By clicking on the "Report Occurrences" button at the bottom of the "Matrix
Info" table you can retrieve, for each gene submitted, the best matching
oligo in each one, as well as its score (from 0 to 1) and its position
w.r.t. the annotated TSS. Occurrences are sorted according to their
score. The "Text Results" button allows you to download the occurrence
table in text format. On the bottom right hand of the page two diagrams
appear, showing the distribution of 1) the position of
the best occurrences w.r.t. the TSS and 2) the scores of the best occurrences.
Notice, for example, how the image below shows that most of the predicted sites are clustered in the -100 +50 region. Prediction are colored according to their
score (red-high)
It might happen that two different RefSeq IDs correspond to the same TSS (
e.g. the two genes differ in splicing). This corresponds to having the same
oligo appearing twice in the list, with identical score and position. Notice
however that duplicate input promoters are filtered out automatically by
the program in order not to bias the statistical evaluation.
The "heatmap" image shows in a microarray-like fashion the contribution of
each input gene to the score of each matrix. Red spots correspond to positive
contributions to the z-score, vice versa green spots (black spots are around
the average genome-wise score of the matrix itself).
Reading the p-value: when a result is significant?
Pscan associates with each matrix a p-value that is used for ranking the set
of matrix used in the analysis. The p-value should be read as:
If we take as many random genes from the same organism as in the input set,
and the corresponding regions selected in the input, what is the probability
of having the same score (enrichment) obtained in the input set?
Or - more simply - what is the probability of having the same result by chance?
Our experimental tests have shown how the z-test pvalue computed by pscan corresponds
to the experimental one (see article) - and is not an under-estimate as in many
other similar methods. Thus, typical pvalue thresholds
used in statistical testing can be used quite safely to report
significant results. However, keep in mind that if n
matrices are used, pscan performs n independent statistical tests. Thus, if
100 tests are performed and a p-value threshold of 0.01 is used, you can expect
to have one of 100 tests to have p-value lower than the threshold by chance! To
be on the safe side, you can use a Bonferroni-corrected significance threshold value (or, a Bonferroni corrected p-value), as follows.
Let T be your significance threshold (typically, 0.05 or 0.01).
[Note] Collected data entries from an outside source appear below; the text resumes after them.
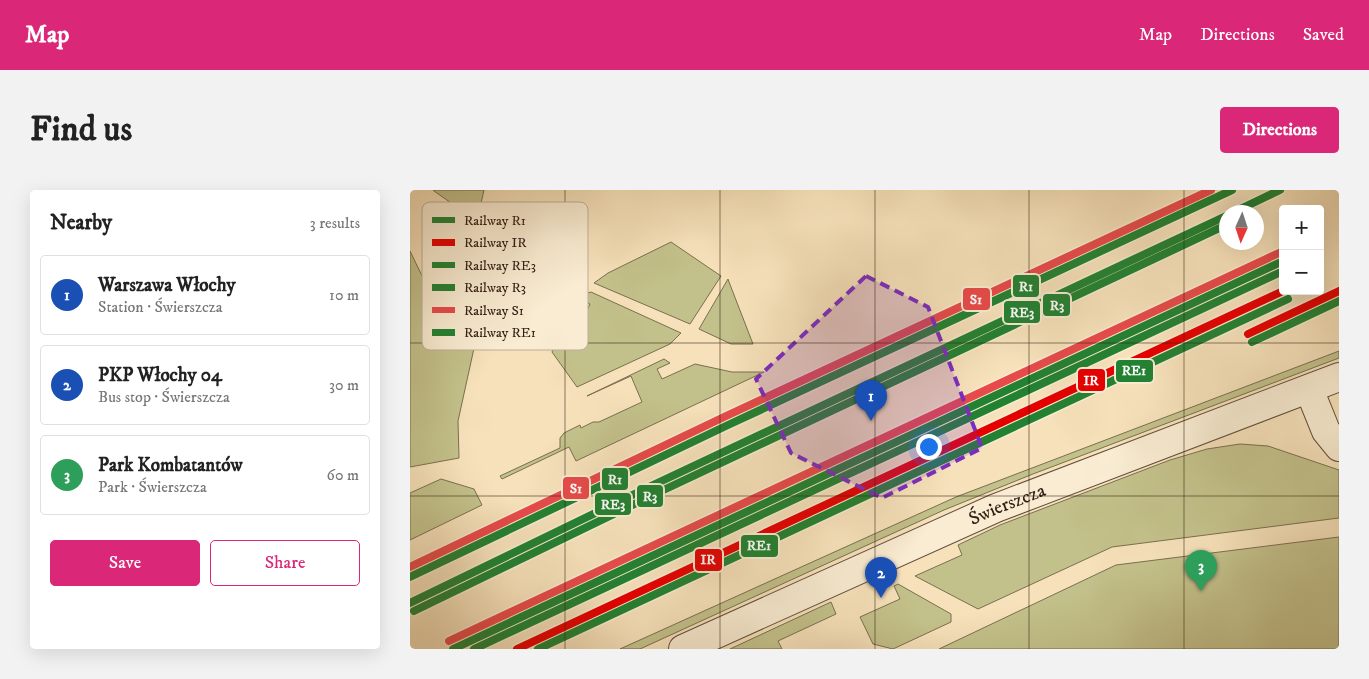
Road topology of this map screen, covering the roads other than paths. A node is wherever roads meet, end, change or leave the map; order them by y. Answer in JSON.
{"nodes":[{"id":1,"x":1339,"y":377,"type":"edge"},
{"id":2,"x":1309,"y":389,"type":"junction"},
{"id":3,"x":1339,"y":447,"type":"edge"},
{"id":4,"x":683,"y":649,"type":"edge"}],
"edges":[{"from":1,"to":2,"type":"street","name":"Świerszcza"},
{"from":2,"to":3,"type":"street"},
{"from":2,"to":4,"type":"street","name":"Świerszcza"}]}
Let n be
the number of matrices used by p-scan (reported at the top of the output
column). To mantain the same level of significance you can use as threshold
T/n, or, alternatively, apply the significance threshold T not to the "raw"
p-value, but to the "Bonferroni corrected" p-value reported in the
detailed matrix output. See this page for further explanations.
Comparing different input gene sets:
In the detailed output for a given matrix, you can compare the results obtained
with the matrix on the gene set just submitted with the results the matrix
had produced on another gene set. The latter could be a "negative" gene set (or vice versa the current one could be the negative set, and the other one the one you
treated as "positive", the order does not matter). To perform the comparison,
you have to fill in the "Compare with..." box fields with mean, standard deviation and sample size values of the other analysis - for the current one you can find them in the "Sample Data Statistics" box or in the overall text output that can be downloaded from the main output page. Warning: make sure that the values you input are correct, and especially that they were obtained by using the same matrix!. Once you have clicked the "Go!" button, an output window will pop up and report if either of the two means is significantly higher than the other, together with a confidence p-value computed
with a Welch t-test (see Supplementary Material for further info).
Resetting the interface
At any moment, you can return to the initial web page (with empty input
boxes and no results in the middle column) by clicking the "Reset" button
in the left-hand column (next to "Run!").